Wednesday, December 23, 2009

Blue Ocean off Maui wallpaper, Getting off coal and making a profit, Baby seal found in garden

tropical sea coast

Blue Ocean off Maui wallpaper

Ontario, Canada has had what has been called a feed-in tariff program to encourage small scale alternative energy production. The small scale facet does include homeowners and small businesses who would install solar power for instance and sell the excess back to the power company. It is a new concept in North America and Ontario has made some changes to the original program, Feed-In Tariff 2.0

As of early December, the Ontario Power Authority said that it had received more than a thousand small-scale renewable energy project applications, cumulatively representing over 8,000 megawatts of generation potential.

….“We’ve had an outstanding response,” the chief executive, Colin Andersen, said, adding that an additional 1,500 megawatts would be made available with the construction of more transmission capacity in southern Ontario. He estimates the investments represent about 5 billion Canadian dollars, or $4.7 billion, in economic activity.

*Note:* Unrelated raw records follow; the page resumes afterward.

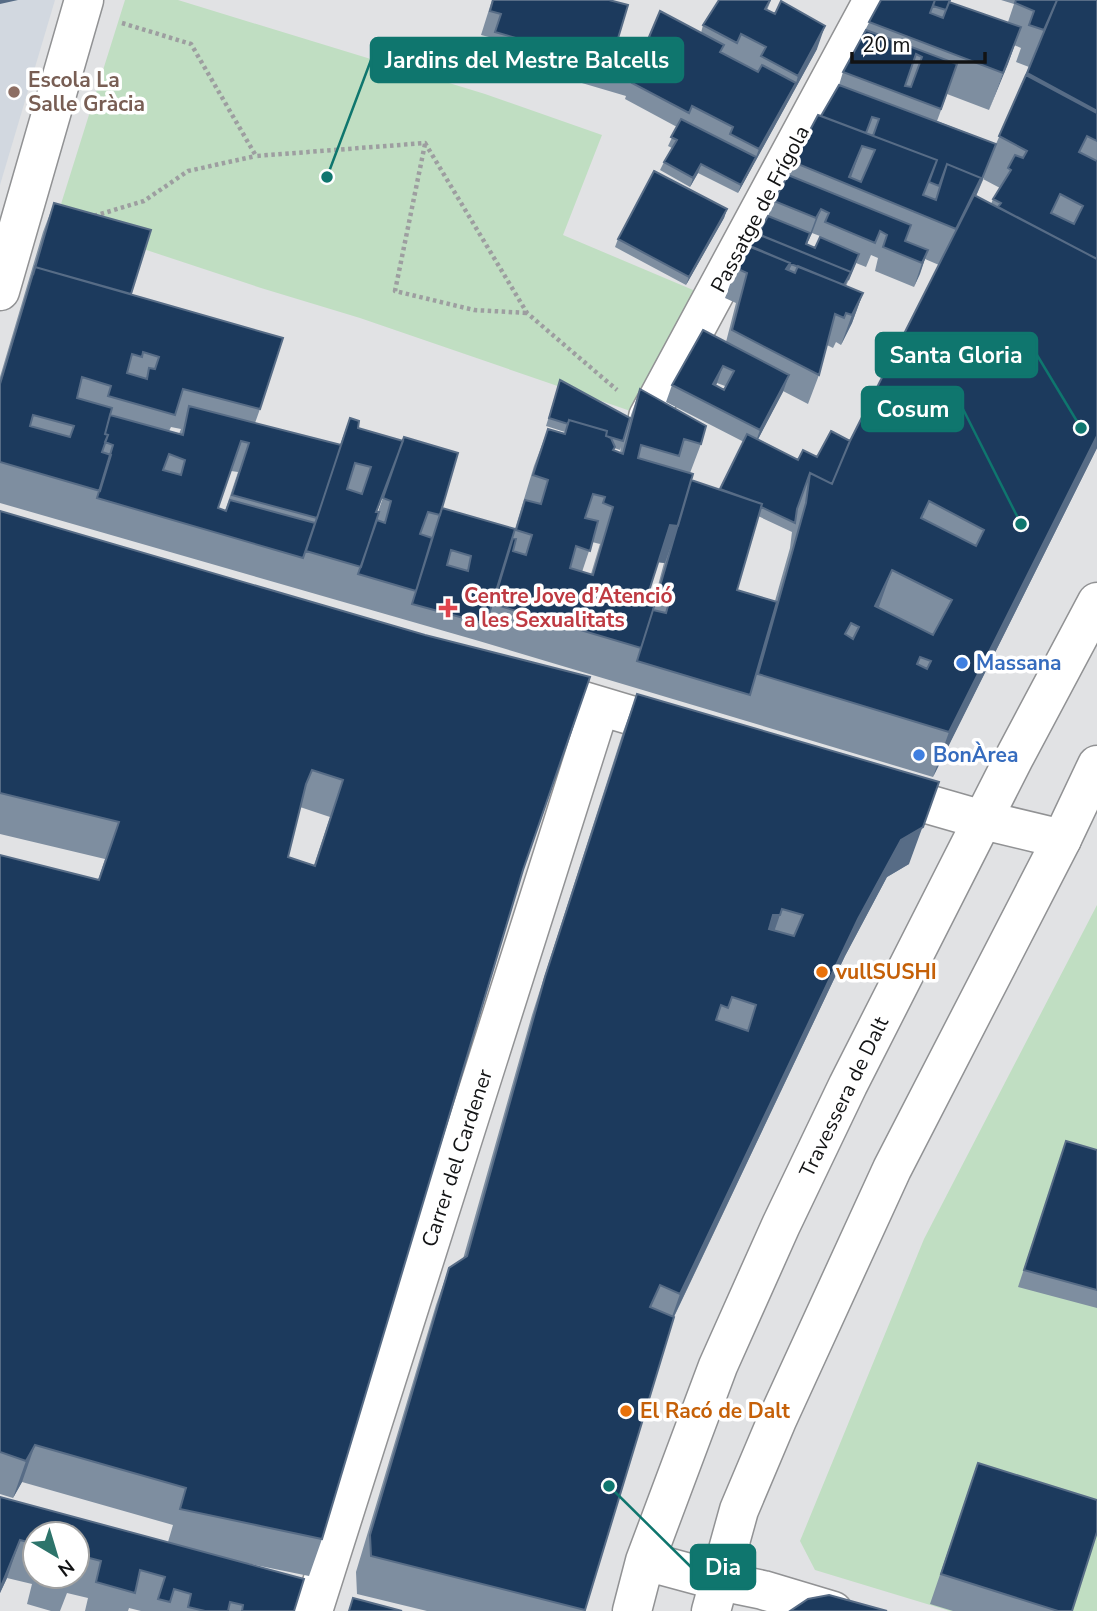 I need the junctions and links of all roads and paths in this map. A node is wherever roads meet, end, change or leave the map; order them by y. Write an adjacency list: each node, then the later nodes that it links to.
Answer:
1 (84, 0): 7 (street)
2 (873, 0): 10 (street, Passatge de Frígola)
3 (116, 21): 5 (path)
4 (425, 143): 5 (path); 9 (path); 9 (path)
5 (256, 156): 6 (path)
6 (82, 212)
7 (6, 247): 8 (street)
8 (0, 291)
9 (527, 313): 10 (path)
10 (648, 417)
11 (1097, 602): 17 (street, Travessera de Dalt)
12 (494, 675): 13 (street)
13 (600, 706): 14 (street); 22 (street, Carrer del Cardener)
14 (717, 741)
15 (1097, 765): 18 (street)
16 (847, 780): 17 (street)
17 (983, 820): 18 (street); 19 (street, Travessera de Dalt)
18 (1062, 839): 21 (street)
19 (645, 1561): 21 (street); 23 (street, Travessera de Dalt)
20 (275, 1595): 22 (street)
21 (715, 1596): 24 (street)
22 (320, 1610)
23 (632, 1611)
24 (833, 1611)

A feed-in tariff, advanced renewable tariff or renewable energy payments as a policy incentive was pioneered in Germany. What makes Ontario’s especially interesting, in addition to its tremendous success, is the goal of the government to go coal-free energy generation. Why don’t we try something like that here. Well there are similar state based programs in Florida, Vermont, Washington and California. It’s too bad states such as Montana, Nebraska ( very coal dependent), Arizona, New Mexico and a few other states that are prime potential solar energy producers are not on track to more decentralization of the energy grid.

Like many people I find nuclear energy attractive as an energy source that is low greenhouse emissions, but remain concerned about waste that is highly toxic for 10s of thousands of years. If push comes to shove and we head in the direction of a new generation of nuclear plants maybe thorium will make it a little easier to live with, Uranium Is So Last Century — Enter Thorium, the New Green Nuke

After it has been used as fuel for power plants, the element leaves behind minuscule amounts of waste. And that waste needs to be stored for only a few hundred years, not a few hundred thousand like other nuclear byproducts. Because it’s so plentiful in nature, it’s virtually inexhaustible.

I wonder if thorium could be used in a Pebble reactors such as the one in use in China. They operate at high temperatures, but  only require passive safety measures and does not produce the kind of radioactive fluids of traditional nuclear power plants.

What would you do if a harbor seal decided to make your back yard home, Baby seal in garden named Rudolph

The RSPCA is now caring for the seal, which has been renamed Gulliver, at Mallydams Wood Wildlife Centre near Hastings in East Sussex.

Keeper Elaine Crouch said baby seals often became separated from their mothers in bad weather such as storms or floods.

“This one is a really good weight, and not starving but has been completely lost,” she said.

They surmise the seal probably came from a stream that connects to the River Rother.